== RECORDS SUPPLIED

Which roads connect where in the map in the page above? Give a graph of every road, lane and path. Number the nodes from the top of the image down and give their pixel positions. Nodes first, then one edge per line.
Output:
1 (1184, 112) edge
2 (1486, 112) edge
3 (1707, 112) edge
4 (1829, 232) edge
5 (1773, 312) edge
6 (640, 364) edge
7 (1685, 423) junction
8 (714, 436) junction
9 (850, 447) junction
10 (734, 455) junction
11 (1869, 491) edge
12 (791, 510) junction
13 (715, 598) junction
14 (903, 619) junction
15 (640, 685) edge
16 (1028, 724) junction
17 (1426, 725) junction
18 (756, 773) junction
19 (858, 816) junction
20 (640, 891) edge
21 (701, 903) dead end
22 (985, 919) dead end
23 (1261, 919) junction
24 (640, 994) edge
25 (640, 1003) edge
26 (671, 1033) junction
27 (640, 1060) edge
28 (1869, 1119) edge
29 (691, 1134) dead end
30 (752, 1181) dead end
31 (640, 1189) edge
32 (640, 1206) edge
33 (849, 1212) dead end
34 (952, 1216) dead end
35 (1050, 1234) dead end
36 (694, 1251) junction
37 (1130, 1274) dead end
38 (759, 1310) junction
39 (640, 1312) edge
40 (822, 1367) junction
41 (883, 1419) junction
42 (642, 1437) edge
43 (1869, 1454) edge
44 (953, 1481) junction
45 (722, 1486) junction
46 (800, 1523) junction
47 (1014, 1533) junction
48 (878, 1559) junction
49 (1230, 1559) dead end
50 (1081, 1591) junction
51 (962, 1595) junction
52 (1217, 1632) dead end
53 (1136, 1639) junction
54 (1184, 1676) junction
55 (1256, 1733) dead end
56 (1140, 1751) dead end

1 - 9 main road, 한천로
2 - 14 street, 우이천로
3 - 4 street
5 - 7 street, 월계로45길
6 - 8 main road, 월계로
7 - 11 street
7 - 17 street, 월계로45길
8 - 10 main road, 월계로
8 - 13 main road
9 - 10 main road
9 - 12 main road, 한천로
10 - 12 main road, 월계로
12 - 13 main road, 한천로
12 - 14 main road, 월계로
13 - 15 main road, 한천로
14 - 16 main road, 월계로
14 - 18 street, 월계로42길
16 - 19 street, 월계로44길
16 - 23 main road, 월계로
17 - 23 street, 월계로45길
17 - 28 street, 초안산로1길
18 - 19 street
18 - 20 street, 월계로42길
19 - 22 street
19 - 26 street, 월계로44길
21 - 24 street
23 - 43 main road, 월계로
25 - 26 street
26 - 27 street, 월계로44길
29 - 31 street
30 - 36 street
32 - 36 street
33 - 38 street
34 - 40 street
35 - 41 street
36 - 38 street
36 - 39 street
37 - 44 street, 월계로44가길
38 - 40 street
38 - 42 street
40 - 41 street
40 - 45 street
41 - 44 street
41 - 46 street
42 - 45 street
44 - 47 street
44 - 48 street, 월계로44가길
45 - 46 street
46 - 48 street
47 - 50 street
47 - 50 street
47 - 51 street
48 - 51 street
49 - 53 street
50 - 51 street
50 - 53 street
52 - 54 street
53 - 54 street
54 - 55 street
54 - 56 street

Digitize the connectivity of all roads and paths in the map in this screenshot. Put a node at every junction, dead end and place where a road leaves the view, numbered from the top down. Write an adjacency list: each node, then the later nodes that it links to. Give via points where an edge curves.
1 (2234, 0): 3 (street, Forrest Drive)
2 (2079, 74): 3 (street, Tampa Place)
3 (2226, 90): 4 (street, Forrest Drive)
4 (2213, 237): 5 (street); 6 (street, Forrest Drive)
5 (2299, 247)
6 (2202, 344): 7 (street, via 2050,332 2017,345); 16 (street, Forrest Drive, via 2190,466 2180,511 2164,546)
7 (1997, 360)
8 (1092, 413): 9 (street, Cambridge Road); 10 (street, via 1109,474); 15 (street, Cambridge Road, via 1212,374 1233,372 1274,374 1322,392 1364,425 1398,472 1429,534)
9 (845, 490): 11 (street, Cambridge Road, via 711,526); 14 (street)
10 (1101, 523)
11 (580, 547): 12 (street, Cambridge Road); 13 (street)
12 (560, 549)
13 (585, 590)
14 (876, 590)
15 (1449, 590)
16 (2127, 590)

====

ACTIVITY – Wherever a line of the data above contains "roads", copy that line.

WRITTEN ANSWER –
Which roads connect where in the map in the page above? Give a graph of every road, lane and path. Number the nodes from the top of the image down and give their pixel positions. Nodes first, then one edge per line.
Digitize the connectivity of all roads and paths in the map in this screenshot. Put a node at every junction, dead end and place where a road leaves the view, numbered from the top down. Write an adjacency list: each node, then the later nodes that it links to. Give via points where an edge curves.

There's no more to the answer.